Many men with sex addiction have distant or absent relationships with their fathers. In this talk, Richard examines how children can have different attachment relationships with each parent. Children benefit from having a primary attachment figure (usually mother) who can provide them with a secure base that gives them confidence to venture forth in search of new experiences and to return to for comfort when necessary. Children also benefit from having an additional attachment figure - a friendly authority figure (usually father) to act as protector in the real world outside the home, and to be a trusted companion who supports children to fulfil their thirst for ever more challenging experiences. But is the father / child relationship of such significance that it would be appropriate to consider father as a primary attachment figure, but primary for protection and exploration?

The Threat of Opportunity


This presentation looks at the increased prevalence in modern life of artificially-enhanced sexual/relational stimuli, and the rituals associated with them, especially in the context of the Internet. The primary example used will be hard-core video pornography, but the

phenomena of social media, dating sites and other examples will also be discussed. Parallels will be drawn with similar issues in the area of drug addictions. These "Supernormal Stimuli" will be considered in relation to the evolutionary history of the human species, and the vulnerability of instinctual makeup; the specific factors which make them highly motivational and disempowering; the role they play in any useful definition of addictive behaviour and their specific role in the etiology of sex and love addictions. Finally this presentation will explore the implications of these stimuli to the treatment and prevention of sex addiction.

Speaker Biographies
Paula Hall is the current Chair of ATSAC and author of the first UK book on sex addiction Understanding & Treating Sex Addiction (Routledge). She is a psychotherapist with over 20 years experience who specialises in treating sexual addiction through individual and group treatment programmes and is founder of the Hall Recovery Course which is delivered throughout the UK. She is also a trainer and national broadcaster on sex addiction and other topics relating to human relationships and sexuality.
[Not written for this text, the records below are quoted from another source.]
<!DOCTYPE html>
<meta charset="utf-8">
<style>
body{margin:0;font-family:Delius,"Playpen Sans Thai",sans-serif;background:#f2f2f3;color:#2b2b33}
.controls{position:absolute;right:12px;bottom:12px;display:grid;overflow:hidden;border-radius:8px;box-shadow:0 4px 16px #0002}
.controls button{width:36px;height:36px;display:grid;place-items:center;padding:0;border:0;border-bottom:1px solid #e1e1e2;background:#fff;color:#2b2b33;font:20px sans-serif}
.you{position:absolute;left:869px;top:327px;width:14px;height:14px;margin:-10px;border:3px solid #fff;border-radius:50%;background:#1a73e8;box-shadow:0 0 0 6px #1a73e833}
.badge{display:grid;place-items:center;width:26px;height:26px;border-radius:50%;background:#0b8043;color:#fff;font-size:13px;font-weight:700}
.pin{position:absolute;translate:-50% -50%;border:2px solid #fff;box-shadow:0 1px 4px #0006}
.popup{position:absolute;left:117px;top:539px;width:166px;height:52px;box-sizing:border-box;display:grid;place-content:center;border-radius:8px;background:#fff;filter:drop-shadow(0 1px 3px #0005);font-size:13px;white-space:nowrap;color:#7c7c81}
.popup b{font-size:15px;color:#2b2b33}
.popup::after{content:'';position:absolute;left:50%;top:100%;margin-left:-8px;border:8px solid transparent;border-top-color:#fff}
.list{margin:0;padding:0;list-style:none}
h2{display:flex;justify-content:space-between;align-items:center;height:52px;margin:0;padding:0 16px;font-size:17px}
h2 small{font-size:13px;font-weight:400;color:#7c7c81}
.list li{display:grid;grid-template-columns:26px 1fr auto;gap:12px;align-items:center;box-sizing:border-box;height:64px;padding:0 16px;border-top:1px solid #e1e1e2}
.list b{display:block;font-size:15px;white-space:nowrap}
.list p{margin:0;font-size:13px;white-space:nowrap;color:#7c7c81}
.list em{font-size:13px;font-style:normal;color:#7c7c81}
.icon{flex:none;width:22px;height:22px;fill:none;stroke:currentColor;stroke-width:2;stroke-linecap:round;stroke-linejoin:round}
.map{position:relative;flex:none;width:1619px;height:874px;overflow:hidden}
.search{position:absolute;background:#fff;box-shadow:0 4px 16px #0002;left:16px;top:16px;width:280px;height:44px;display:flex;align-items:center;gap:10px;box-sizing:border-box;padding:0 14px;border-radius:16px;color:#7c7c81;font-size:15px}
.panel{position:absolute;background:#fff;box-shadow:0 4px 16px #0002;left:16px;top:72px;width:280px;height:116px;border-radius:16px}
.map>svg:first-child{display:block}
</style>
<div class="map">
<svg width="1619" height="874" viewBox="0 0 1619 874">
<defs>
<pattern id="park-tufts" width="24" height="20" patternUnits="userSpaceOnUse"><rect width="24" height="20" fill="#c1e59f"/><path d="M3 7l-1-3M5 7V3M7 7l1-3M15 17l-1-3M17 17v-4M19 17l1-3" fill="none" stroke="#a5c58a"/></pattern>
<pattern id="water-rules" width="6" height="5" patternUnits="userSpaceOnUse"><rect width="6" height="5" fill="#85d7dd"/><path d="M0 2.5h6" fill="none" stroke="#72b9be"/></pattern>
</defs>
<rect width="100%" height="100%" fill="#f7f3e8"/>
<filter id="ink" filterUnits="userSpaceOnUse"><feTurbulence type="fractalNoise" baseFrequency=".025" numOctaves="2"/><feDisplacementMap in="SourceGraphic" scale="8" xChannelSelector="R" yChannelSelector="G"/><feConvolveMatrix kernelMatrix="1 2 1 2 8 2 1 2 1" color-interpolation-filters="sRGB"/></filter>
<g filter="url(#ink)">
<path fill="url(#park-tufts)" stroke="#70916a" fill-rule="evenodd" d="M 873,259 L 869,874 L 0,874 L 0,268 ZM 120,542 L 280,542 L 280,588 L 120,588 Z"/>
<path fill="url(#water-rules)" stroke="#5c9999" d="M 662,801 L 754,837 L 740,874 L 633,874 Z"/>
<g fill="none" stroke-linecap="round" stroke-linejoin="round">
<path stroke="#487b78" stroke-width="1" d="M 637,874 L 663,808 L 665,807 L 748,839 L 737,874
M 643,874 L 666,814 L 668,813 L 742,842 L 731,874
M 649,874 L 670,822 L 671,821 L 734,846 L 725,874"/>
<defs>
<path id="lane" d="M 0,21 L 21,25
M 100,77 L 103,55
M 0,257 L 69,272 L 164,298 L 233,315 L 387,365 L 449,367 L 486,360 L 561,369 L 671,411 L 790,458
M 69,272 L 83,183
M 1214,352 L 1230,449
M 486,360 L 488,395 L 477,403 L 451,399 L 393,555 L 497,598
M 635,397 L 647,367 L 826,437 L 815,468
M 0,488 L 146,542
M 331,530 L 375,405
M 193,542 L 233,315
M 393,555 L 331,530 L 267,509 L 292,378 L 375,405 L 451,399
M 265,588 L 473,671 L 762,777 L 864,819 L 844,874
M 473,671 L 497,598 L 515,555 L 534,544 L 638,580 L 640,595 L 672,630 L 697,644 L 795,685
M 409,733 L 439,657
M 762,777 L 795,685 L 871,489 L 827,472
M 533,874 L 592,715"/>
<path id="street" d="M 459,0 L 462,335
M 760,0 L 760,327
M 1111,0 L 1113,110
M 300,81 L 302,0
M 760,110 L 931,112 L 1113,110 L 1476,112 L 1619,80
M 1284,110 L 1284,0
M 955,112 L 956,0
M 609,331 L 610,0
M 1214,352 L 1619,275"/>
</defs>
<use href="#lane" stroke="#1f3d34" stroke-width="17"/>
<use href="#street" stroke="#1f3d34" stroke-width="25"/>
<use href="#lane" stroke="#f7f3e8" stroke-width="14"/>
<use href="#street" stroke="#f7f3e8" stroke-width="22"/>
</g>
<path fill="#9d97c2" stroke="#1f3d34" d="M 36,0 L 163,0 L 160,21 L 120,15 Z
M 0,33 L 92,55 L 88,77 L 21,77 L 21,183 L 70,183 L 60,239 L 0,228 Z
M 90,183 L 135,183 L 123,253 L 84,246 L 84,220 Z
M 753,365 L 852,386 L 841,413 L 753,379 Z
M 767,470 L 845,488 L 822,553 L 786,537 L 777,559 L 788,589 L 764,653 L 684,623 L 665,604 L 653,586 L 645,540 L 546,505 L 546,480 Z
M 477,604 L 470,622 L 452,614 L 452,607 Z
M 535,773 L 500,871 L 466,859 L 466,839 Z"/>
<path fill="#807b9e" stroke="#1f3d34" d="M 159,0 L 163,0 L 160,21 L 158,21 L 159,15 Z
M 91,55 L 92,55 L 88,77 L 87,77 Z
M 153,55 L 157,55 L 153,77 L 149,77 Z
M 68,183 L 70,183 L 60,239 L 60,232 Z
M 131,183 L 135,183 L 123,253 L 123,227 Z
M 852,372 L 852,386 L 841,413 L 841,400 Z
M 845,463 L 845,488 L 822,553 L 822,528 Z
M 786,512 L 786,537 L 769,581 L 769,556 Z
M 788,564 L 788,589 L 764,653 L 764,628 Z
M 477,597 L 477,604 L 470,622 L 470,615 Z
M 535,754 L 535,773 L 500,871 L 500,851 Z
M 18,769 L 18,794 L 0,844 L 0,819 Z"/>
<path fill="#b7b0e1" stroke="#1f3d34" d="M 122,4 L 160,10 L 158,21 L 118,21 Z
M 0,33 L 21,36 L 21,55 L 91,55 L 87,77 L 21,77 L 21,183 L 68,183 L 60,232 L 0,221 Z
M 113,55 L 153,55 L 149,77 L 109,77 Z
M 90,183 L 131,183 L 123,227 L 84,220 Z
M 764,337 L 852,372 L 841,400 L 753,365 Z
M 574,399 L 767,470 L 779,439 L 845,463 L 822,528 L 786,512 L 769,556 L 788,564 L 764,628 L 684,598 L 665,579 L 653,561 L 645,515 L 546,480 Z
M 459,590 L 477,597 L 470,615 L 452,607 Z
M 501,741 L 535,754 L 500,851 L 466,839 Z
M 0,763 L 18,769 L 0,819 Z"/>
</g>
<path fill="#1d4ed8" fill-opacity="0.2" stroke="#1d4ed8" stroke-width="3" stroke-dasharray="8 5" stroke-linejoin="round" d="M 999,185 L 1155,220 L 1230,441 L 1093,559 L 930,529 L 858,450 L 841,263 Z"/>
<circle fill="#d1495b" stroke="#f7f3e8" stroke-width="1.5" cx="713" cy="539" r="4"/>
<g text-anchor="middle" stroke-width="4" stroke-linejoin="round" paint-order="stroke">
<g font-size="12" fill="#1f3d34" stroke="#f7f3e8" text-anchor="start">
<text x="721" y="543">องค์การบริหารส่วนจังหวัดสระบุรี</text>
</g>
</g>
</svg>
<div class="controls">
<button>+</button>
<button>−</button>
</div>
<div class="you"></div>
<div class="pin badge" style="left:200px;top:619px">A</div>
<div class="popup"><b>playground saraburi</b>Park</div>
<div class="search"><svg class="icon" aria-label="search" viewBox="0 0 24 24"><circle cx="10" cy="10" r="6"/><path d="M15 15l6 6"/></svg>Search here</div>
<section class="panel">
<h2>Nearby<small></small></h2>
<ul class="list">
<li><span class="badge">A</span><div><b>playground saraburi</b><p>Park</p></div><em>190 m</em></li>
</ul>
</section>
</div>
Janina Fisher, Ph.D. is an Instructor at The Trauma Center in Boston, an outpatient clinic founded and directed by Bessel van der Kolk. She is also Assistant Director of the Sensorimotor Psychotherapy Institute, an EMDR International Association Consultant, past president of the New England Society for the Treatment of Trauma and Dissociation, and a former Instructor in Psychology, Harvard Medical School. Dr. Fisher lectures and teaches nationally and internationally on the implications of the neurobiological and attachment research for trauma treatment and on the integration of newer, cutting edge treatments with traditional therapeutic modalities.

Richard Bowlby retired in 1999 from medical photography producing illustrations for research communications. He now gives lectures to health care professionals using video material and personal insights to promote a much broader understanding of his fathers work on attachment theory. He supports a range of organisations that address challenging attachment issues, and is seeking ways to help the general public benefit from a better understanding of attachment relationships.
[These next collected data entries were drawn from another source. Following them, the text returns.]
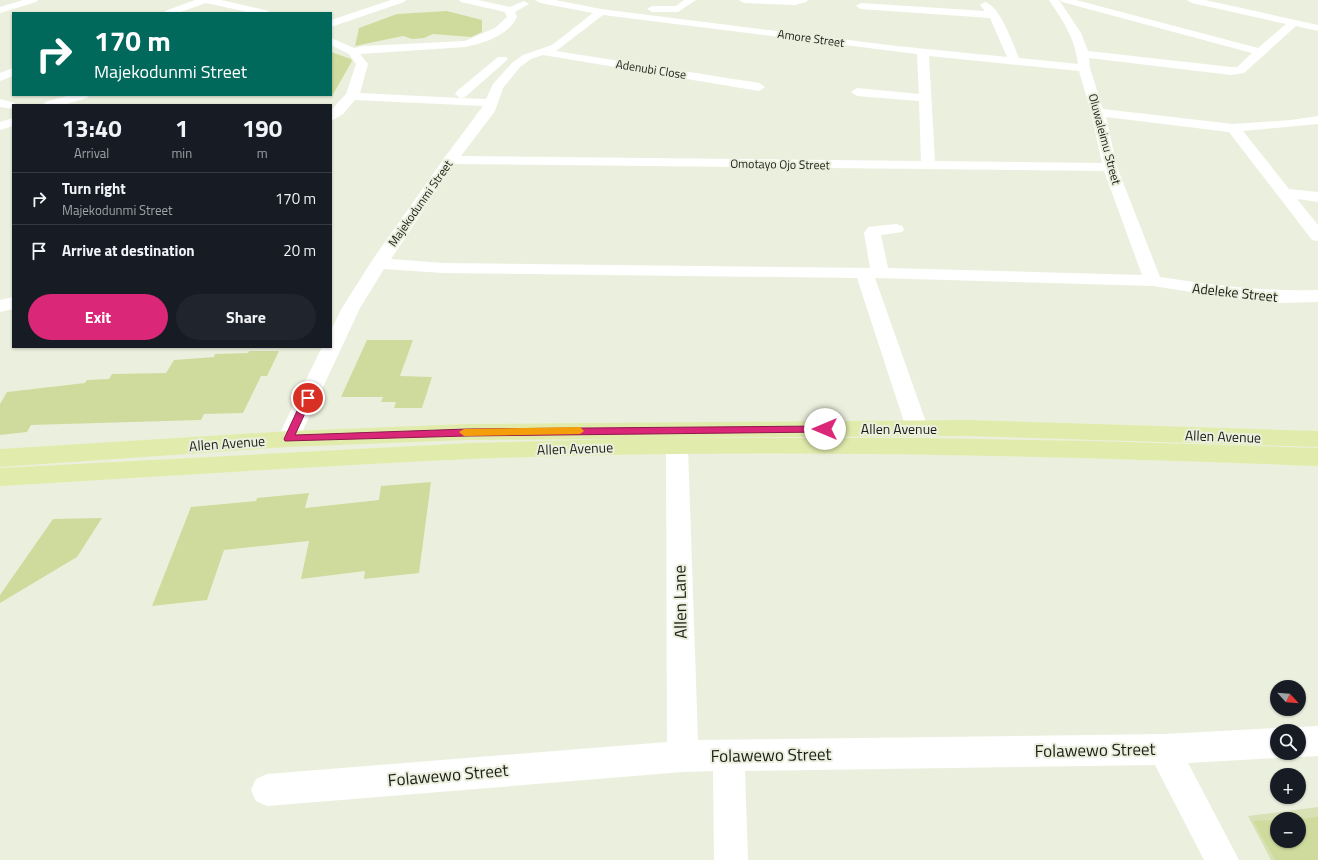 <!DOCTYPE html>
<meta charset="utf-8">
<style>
:root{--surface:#171b24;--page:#20242c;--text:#f1f3f6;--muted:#9ea1a6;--line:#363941;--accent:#db2777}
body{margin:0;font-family:"Titillium Web",sans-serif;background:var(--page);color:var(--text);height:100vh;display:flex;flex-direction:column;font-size:15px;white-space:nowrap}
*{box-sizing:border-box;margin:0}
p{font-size:13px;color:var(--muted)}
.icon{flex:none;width:22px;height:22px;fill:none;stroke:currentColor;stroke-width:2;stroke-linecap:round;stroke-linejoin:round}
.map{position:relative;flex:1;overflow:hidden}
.details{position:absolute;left:12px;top:104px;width:320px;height:244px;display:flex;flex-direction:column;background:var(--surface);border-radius:0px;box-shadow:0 1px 3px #0004}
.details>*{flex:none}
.banner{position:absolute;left:12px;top:12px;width:320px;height:84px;border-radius:0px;box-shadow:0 1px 3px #0004;background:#00695c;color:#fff;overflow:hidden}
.needle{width:26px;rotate:116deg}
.tools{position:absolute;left:1270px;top:680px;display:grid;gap:8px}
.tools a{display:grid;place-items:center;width:36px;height:36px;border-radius:50%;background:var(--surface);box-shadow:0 1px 3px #0004;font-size:20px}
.pin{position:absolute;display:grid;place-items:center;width:34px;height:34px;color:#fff;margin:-17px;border:2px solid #fff;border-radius:50%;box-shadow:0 1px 4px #0007}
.me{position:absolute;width:44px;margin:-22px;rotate:270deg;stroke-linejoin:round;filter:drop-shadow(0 0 3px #0008)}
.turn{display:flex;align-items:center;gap:14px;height:84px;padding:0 16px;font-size:18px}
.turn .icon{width:52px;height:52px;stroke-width:2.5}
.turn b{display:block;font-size:28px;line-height:34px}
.eta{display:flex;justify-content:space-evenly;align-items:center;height:68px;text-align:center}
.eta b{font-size:24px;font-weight:700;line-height:28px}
.action{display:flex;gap:8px;margin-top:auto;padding:8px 16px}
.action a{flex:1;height:46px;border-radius:24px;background:var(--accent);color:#fff;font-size:16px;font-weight:700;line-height:46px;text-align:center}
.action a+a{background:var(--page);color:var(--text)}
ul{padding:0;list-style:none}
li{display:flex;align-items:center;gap:12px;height:52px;padding:0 16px;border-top:1px solid var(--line)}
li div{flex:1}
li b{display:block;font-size:15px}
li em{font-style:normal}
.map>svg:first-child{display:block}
</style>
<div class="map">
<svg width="1318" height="860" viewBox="0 0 1318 860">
<rect width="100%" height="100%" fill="#ebf0de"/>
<!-- green -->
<path fill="#d7e1b5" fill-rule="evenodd" d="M1318,807V860H1271L1248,816ZM1277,819H1299V841H1277Z"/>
<!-- building -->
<g fill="#cfdb9d">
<path d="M447,11L482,20V32L471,37L433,34L424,38L412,39L403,36L355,46L359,28L397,14Z"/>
<path d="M331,52L351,59L352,61L331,98Z"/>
<path d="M367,340H413L400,376L432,377L422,408H394L396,402H381L383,397H341Z"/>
<path d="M249,351H279L267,376H261L243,413L204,414L201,420L31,425L27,432L0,435V404L7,392L85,383L87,380L109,379L112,374L166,373L174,360L214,357L215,354L248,353Z"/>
<path d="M431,482L419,573L364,579L365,571L301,579L309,541L224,550L207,600L152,606L191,507L256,501L257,498L309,493L305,508L379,500L381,486Z"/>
<path d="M102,518L77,557L0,603V595L53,519Z"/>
<path d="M1318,817V860H1275L1253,821L1277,820V841H1299V819H1290Z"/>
</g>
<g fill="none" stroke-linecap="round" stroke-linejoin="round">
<!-- minor -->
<g fill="#fff" fill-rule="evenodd">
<path d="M23,0H38L36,2L0,13V7Z"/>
<path d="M195,0H221L269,11L270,13H252L206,3L178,13H164L165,11Z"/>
<path d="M391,0H406L404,2L331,27V20Z"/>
<path d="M459,0H478L510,7L524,1L529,4L515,12L517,17C508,36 484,43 465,47L360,54L368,64L360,93L460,98L455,94L457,91L498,57H506L508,59L506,61L465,97L461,98L486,99L493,84L512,63L523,55L552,45L593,13L540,3L535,0H555L601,9L897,46L1007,57L990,18L861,9L856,6L861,3L985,11L980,5L985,2C1000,6 1013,44 1019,58L1078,64C1075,38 1063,21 1049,0H1059L1081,33L1088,51L1231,67H1237L1252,53L1062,2L1060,0H1076L1258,48L1286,24L1192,3L1187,0H1205L1318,25V31L1296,26L1244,73L1231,75L1089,58L1090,68L1103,109L1233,124L1291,120L1318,116V124L1243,131L1289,189L1318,192V202L1297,199L1318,225V241L1312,240L1229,132L1106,117L1117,167L1160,277C1213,285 1264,292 1318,290V302L1280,303L1223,297L1153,286L875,278L928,428L925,434L917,436L909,434L906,428L857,278L443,273L384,269L360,308L296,445L288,447L280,445L277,439L322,347H331V330L342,308L373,259L445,157L483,106L355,100L343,114L331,121V110L346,94L356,64L349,54L331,45V38L354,48L363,46L465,41L495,28L507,17L505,12L461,2ZM603,15L917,54L919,94L857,88L851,92L857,96L919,101L921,161L461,156L495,111L503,88L520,67L531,59L543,55L759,91L765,87L759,83L556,51ZM929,56L1079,71L1091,112L1102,163L935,161ZM454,164L1104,171L1142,275L888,268L881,235L902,232L904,229L902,226L896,224L868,227L864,233L870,268L443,263L391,259Z"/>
<path d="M684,0H696L678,12H652L647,9L652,6H676Z"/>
<path d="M739,0H808L806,2L795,5L744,3Z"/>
<path d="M13,68V76L0,81V73Z"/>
<path d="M70,95H89L87,98L63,105H44L45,102Z"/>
<path d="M0,99L15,103L16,105H13V109L0,107Z"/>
<path d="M13,118V126L0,130V122Z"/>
<path d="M13,297V309L0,312V300Z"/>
<path d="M677,440L685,442L688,448L698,740L1164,734L1277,728L1285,731H1277V753H1288L1277,758L1188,763L1239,860H1204L1155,765L745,771L748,860H714L713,771L683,772L267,806L256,801L251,790L256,779L267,774L667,742L666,448L669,442Z"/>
<path d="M1318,726V756L1299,757L1288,753H1299V731H1288L1299,727Z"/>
</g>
<!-- major -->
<path fill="#e1ecac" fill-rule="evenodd" d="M967,420L1318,431V447L967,436L661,438H923L1094,441L1318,448V466C1036,455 752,448 470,459C313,466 157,477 0,486V468L470,443L622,439L467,440L288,447L0,467V449L288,431L467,424Z"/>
</g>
<!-- route -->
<path fill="#db2777" stroke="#8e194d" d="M308,395L312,398L295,435L467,429L825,426L829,429L825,432L467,436L285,441L284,439L303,398Z"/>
<!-- slow -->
<path fill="#f59e0b" d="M580,427L584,431L580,434L464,436L459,432L464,429Z"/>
<g text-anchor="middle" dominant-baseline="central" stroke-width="4" stroke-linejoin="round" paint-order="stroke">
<!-- far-street labels -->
<g font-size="12" fill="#1c1d17" stroke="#ebf0de">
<text transform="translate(811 38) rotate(8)">Amore Street</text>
<text transform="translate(651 69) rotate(9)">Adenubi Close</text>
<text transform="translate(1105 139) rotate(75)">Oluwaleimu Street</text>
<text transform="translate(780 164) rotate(1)">Omotayo Ojo Street</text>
<text transform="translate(420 203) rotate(-55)">Majekodunmi Street</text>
</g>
<!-- street labels -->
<g font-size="14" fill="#1c1d17" stroke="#ebf0de">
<text transform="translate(1235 292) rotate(6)">Adeleke Street</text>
<text x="899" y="428">Allen Avenue</text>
<text transform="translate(1223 436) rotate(2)">Allen Avenue</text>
<text transform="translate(227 443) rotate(-4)">Allen Avenue</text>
<text transform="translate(575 448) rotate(-2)">Allen Avenue</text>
</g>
<!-- near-street labels -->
<g font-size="17" fill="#1c1d17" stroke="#ebf0de">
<text transform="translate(680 602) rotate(-91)">Allen Lane</text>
<text transform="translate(1095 750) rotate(-1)">Folawewo Street</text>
<text transform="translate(771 755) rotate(-1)">Folawewo Street</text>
<text transform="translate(448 775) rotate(-5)">Folawewo Street</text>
</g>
</g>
</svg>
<div class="tools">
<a><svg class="needle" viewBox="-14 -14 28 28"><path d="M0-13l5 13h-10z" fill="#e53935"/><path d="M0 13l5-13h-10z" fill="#9ea1a6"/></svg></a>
<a><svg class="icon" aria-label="search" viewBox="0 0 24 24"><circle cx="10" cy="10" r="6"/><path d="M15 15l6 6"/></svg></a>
<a>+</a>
<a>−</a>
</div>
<div class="pin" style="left:308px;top:398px;background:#d93025"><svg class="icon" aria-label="arrive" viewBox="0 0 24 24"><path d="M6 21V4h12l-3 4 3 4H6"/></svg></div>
<svg class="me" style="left:825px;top:429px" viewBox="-20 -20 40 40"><circle r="19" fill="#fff"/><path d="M0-13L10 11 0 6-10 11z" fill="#db2777"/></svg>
<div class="banner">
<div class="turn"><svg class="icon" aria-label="right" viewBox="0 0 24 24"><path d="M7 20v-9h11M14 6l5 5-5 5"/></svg><div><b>170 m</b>Majekodunmi Street</div></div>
</div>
<section class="details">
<div class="eta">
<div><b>13:40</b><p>Arrival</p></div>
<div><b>1</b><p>min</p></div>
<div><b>190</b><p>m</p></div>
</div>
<ul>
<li><svg class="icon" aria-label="right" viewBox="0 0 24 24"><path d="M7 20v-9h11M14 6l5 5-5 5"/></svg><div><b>Turn right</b><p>Majekodunmi Street</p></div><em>170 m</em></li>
<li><svg class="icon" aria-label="arrive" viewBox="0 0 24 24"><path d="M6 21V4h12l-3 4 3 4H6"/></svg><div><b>Arrive at destination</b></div><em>20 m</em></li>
</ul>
<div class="action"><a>Exit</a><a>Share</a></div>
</section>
</div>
Eoin Stephens (MA, MIACP, MIAAAC) is based in Dublin and is President of PCI College and founder of the Centre for Sexual Addictions and also Vice Chair of ATSAC. He has been working in the field of counselling and psychotherapy for more than 20 years, and has made numerous contributions to the media, especially in the areas of addictive behaviours and anxiety problems. Eoin has served as Vice-Chairman of both the Irish Association for Counselling and Psychotherapy and the Irish Association of Alcohol and Addiction Counsellors. He was the 2010 recipient of the IACP Carl Berkeley Memorial Award for contributions to the field of Counselling and Psychotherapy in Ireland.